— To do —
Each line in the records that mentions the word "italic" needs to be listed.

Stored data

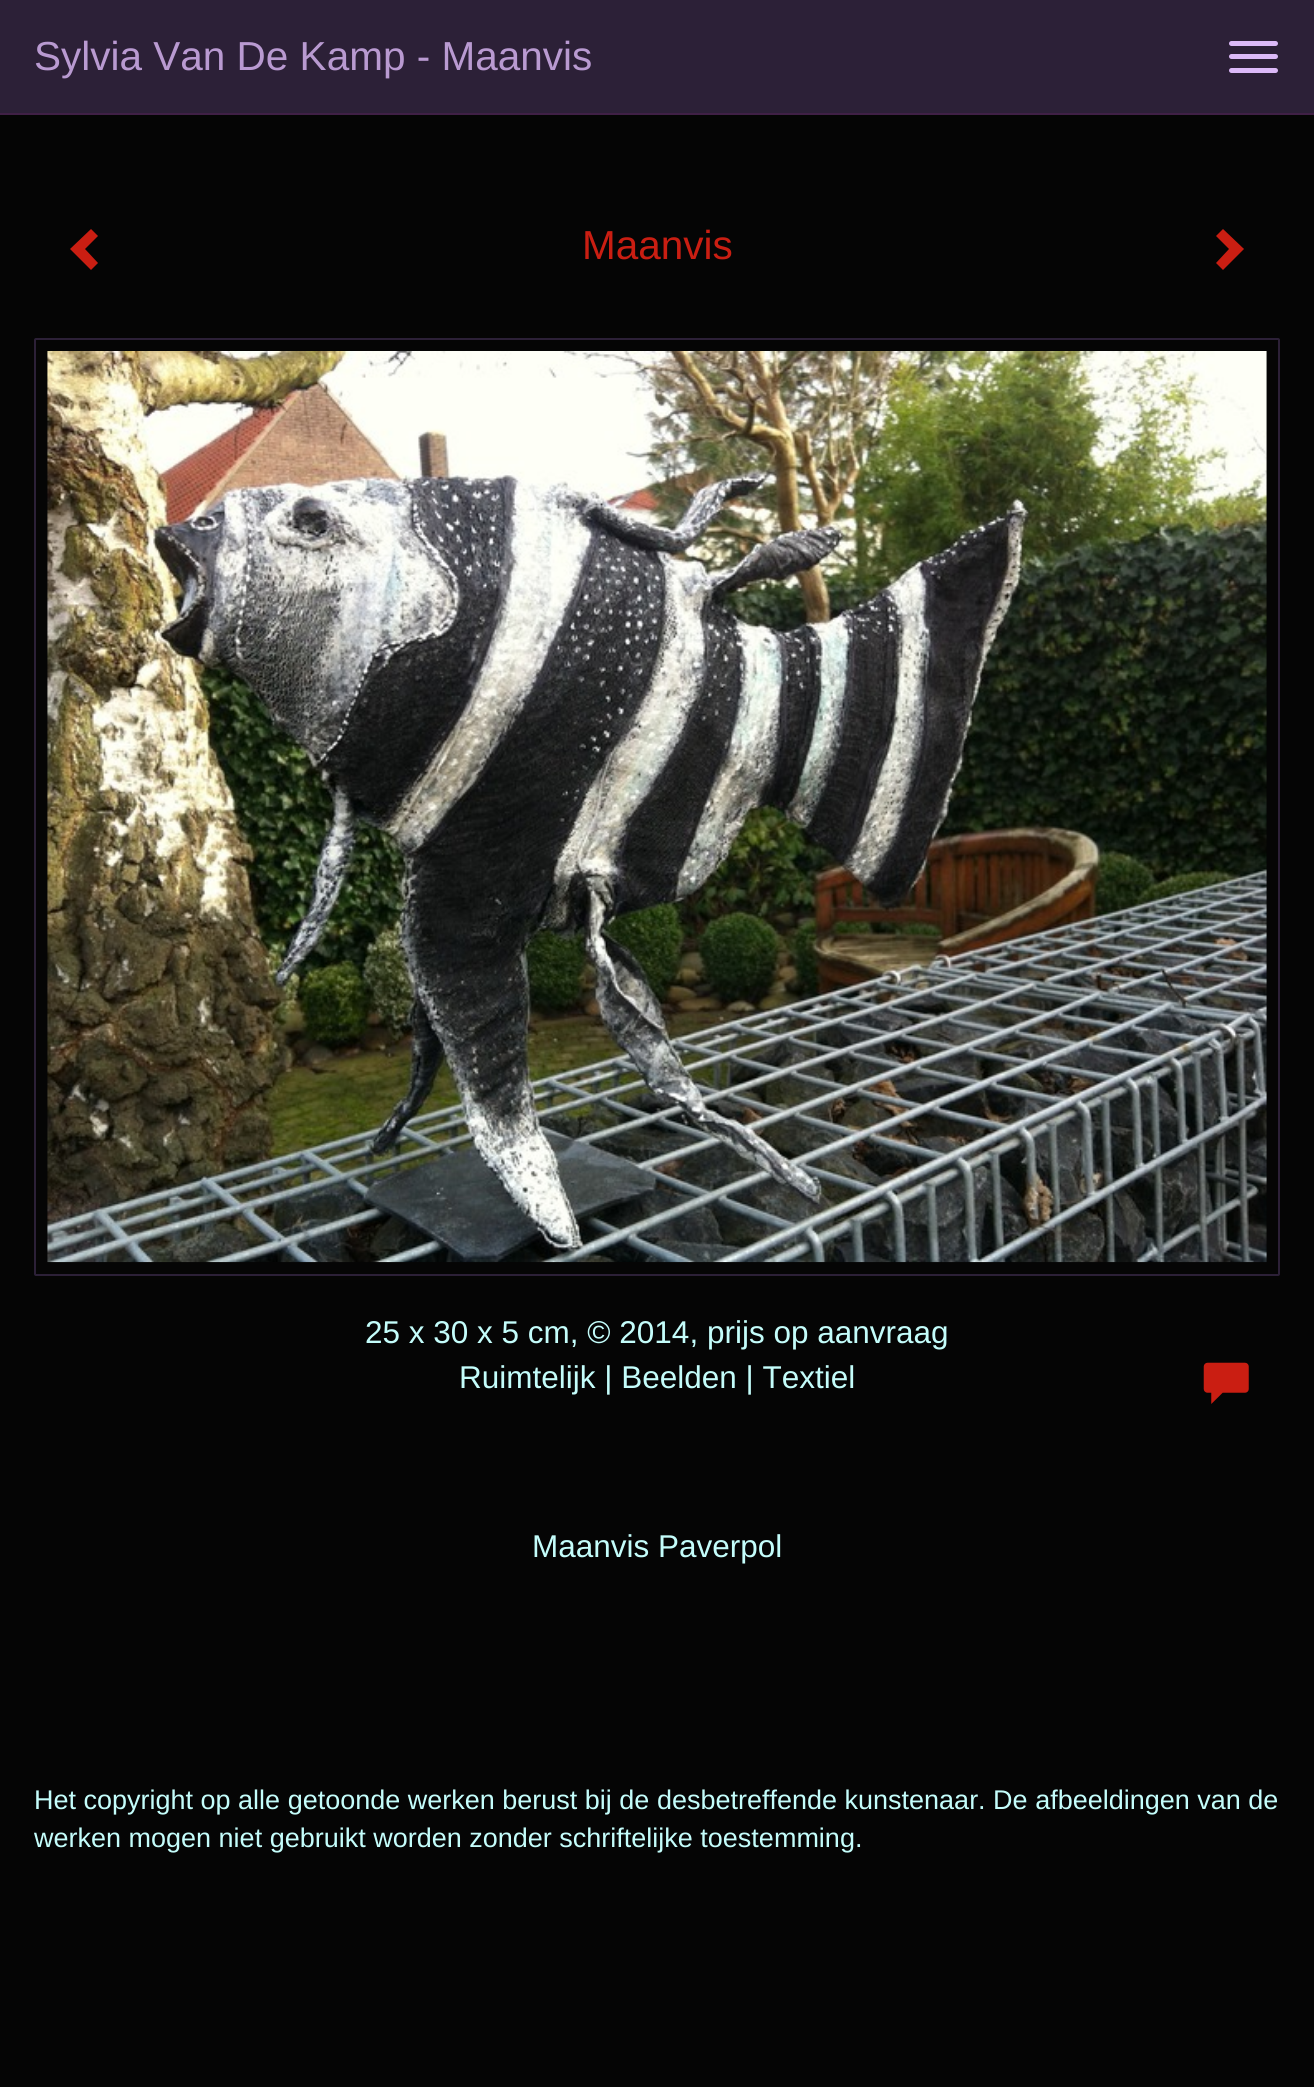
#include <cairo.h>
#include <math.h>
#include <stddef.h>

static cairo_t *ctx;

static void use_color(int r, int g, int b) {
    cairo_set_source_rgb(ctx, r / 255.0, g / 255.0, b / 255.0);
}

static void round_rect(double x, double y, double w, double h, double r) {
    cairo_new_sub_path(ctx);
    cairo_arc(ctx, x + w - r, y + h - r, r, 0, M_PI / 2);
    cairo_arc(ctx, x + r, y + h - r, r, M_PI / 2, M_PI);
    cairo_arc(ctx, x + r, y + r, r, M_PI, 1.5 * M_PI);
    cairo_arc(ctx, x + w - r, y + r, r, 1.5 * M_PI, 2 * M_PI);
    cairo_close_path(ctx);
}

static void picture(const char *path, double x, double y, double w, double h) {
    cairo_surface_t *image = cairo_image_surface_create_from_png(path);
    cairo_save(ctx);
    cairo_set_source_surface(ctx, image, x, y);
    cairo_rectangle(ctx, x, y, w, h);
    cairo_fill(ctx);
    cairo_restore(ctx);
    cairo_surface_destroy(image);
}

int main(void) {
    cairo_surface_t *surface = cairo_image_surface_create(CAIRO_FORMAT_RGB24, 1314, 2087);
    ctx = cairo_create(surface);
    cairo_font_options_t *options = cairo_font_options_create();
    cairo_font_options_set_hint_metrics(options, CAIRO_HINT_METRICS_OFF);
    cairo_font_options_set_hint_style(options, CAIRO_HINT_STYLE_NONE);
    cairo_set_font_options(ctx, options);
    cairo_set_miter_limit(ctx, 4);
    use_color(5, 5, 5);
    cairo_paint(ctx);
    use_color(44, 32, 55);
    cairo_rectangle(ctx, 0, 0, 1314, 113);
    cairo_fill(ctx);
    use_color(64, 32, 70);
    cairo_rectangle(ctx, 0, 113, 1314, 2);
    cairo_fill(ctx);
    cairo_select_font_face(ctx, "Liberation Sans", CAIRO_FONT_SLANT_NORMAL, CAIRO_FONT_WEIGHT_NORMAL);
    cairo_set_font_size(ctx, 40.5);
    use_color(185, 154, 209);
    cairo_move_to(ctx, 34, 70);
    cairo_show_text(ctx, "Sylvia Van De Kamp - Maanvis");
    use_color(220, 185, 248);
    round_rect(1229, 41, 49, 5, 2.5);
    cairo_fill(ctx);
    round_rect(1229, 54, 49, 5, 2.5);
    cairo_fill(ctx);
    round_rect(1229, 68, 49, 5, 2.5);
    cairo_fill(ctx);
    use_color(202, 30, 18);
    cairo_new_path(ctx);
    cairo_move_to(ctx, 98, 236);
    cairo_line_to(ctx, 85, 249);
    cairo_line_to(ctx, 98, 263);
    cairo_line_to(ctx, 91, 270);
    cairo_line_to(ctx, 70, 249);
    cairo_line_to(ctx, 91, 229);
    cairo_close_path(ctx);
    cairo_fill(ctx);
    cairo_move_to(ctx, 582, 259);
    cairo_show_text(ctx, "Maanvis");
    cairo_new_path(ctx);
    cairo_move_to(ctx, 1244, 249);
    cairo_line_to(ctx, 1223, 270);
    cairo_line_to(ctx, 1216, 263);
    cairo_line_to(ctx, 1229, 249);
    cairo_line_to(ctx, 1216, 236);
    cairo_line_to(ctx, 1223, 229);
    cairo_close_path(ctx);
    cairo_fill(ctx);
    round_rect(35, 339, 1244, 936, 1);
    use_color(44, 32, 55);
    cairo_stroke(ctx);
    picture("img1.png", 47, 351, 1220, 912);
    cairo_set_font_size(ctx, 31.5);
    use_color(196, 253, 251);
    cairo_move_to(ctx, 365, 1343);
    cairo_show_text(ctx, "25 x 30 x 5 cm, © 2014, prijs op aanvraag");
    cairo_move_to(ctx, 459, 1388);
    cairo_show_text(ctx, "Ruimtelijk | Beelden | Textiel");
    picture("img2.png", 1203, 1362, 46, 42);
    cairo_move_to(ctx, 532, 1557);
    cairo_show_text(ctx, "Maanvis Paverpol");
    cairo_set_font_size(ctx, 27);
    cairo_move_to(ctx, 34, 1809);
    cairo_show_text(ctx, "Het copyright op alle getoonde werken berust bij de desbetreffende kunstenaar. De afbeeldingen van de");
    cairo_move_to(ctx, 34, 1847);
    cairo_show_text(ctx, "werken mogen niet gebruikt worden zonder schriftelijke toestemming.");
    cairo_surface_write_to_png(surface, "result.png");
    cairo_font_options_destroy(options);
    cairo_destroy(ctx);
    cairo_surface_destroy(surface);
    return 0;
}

--

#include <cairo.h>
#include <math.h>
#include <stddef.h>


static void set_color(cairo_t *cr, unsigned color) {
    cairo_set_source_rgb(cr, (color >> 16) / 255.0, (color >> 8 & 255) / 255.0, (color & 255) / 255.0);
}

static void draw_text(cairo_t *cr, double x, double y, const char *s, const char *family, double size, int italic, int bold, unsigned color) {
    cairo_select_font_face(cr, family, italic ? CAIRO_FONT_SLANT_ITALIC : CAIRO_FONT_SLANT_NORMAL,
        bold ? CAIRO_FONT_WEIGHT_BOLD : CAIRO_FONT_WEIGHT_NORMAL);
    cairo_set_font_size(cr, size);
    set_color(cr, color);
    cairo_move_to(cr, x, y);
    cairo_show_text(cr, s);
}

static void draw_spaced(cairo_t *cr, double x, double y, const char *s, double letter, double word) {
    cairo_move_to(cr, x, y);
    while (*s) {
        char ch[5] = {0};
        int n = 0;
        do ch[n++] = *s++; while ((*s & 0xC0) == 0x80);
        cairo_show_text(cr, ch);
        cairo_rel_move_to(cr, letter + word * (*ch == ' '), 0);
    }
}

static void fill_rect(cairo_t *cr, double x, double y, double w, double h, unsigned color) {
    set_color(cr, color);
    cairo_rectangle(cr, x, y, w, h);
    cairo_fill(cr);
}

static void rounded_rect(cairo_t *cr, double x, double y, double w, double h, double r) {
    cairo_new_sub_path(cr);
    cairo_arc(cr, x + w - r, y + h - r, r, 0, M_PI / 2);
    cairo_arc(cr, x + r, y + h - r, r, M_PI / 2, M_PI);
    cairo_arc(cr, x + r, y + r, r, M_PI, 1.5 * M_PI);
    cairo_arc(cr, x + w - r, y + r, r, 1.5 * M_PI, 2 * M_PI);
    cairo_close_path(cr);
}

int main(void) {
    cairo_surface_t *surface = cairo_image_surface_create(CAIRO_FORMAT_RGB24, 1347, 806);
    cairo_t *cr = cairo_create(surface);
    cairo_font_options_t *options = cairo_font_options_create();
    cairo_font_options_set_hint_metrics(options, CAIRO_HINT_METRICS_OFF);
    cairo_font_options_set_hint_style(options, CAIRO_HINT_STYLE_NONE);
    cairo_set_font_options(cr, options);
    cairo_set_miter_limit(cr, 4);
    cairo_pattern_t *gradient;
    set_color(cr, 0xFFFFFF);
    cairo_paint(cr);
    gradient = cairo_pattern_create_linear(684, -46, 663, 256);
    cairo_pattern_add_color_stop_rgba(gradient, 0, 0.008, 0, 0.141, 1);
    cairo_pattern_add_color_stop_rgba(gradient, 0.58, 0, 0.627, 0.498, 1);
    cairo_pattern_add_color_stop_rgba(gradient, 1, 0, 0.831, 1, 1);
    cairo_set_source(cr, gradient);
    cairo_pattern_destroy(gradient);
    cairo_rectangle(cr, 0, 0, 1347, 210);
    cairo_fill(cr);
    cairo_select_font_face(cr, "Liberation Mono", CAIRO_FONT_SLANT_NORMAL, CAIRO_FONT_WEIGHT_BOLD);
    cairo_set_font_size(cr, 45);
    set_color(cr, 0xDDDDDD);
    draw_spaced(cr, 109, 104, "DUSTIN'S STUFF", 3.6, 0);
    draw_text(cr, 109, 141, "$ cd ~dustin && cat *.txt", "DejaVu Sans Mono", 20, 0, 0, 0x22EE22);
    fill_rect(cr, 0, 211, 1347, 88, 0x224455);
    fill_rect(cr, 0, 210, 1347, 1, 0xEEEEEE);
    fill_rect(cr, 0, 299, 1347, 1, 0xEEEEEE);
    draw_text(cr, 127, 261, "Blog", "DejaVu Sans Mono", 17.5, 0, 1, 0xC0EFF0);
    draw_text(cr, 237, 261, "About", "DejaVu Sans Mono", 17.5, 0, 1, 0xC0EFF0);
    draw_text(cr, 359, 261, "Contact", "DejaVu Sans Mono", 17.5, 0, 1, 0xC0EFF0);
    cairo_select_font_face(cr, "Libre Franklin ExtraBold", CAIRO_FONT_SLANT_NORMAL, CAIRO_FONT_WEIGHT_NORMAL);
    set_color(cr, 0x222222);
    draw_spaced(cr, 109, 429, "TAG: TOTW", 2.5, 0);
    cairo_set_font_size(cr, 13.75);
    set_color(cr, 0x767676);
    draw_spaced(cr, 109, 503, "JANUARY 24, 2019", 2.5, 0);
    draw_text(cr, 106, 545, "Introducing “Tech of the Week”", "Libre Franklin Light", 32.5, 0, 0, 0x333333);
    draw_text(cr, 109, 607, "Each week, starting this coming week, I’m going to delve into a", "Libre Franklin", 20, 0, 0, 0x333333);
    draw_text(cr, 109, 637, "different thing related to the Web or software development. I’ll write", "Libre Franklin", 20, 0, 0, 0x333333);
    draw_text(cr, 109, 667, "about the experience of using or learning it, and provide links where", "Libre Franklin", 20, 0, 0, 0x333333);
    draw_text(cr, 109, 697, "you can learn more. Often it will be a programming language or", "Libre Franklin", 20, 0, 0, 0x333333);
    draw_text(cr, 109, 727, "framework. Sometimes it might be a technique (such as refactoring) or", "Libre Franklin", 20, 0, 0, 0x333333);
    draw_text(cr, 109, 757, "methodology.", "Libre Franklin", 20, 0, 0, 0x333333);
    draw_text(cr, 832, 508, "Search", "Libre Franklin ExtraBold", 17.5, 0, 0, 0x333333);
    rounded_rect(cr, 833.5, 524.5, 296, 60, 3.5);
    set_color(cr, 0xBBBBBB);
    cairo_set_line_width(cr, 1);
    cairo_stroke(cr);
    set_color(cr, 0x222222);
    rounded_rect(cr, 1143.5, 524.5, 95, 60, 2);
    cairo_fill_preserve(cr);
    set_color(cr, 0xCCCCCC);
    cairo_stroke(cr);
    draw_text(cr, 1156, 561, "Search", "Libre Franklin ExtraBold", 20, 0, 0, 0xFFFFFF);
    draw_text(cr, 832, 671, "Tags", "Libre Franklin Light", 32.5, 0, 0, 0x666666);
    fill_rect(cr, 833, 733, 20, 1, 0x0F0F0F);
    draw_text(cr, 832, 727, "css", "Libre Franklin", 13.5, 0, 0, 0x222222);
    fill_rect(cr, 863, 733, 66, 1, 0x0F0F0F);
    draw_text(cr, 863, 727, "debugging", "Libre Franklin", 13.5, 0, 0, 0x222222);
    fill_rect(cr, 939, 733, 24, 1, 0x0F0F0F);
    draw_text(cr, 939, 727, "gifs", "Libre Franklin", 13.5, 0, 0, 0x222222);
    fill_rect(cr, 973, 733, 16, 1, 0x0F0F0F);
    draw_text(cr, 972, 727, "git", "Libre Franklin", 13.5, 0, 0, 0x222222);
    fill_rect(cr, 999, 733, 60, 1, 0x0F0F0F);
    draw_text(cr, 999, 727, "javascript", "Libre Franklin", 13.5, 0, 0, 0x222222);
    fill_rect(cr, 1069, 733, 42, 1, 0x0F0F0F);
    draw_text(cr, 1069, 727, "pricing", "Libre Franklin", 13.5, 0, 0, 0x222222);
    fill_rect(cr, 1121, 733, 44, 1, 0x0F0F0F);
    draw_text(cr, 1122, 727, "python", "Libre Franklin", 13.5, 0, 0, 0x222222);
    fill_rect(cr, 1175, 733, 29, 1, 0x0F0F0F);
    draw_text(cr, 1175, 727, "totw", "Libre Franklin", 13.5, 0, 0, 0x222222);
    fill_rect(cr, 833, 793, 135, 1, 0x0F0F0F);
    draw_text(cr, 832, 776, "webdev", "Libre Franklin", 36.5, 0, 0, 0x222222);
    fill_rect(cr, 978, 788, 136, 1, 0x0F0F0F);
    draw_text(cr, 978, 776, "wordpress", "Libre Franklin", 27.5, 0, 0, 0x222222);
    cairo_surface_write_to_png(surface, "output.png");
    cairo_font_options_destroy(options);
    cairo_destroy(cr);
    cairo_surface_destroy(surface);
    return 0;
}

— The answer —
static void draw_text(cairo_t *cr, double x, double y, const char *s, const char *family, double size, int italic, int bold, unsigned color) {
    cairo_select_font_face(cr, family, italic ? CAIRO_FONT_SLANT_ITALIC : CAIRO_FONT_SLANT_NORMAL,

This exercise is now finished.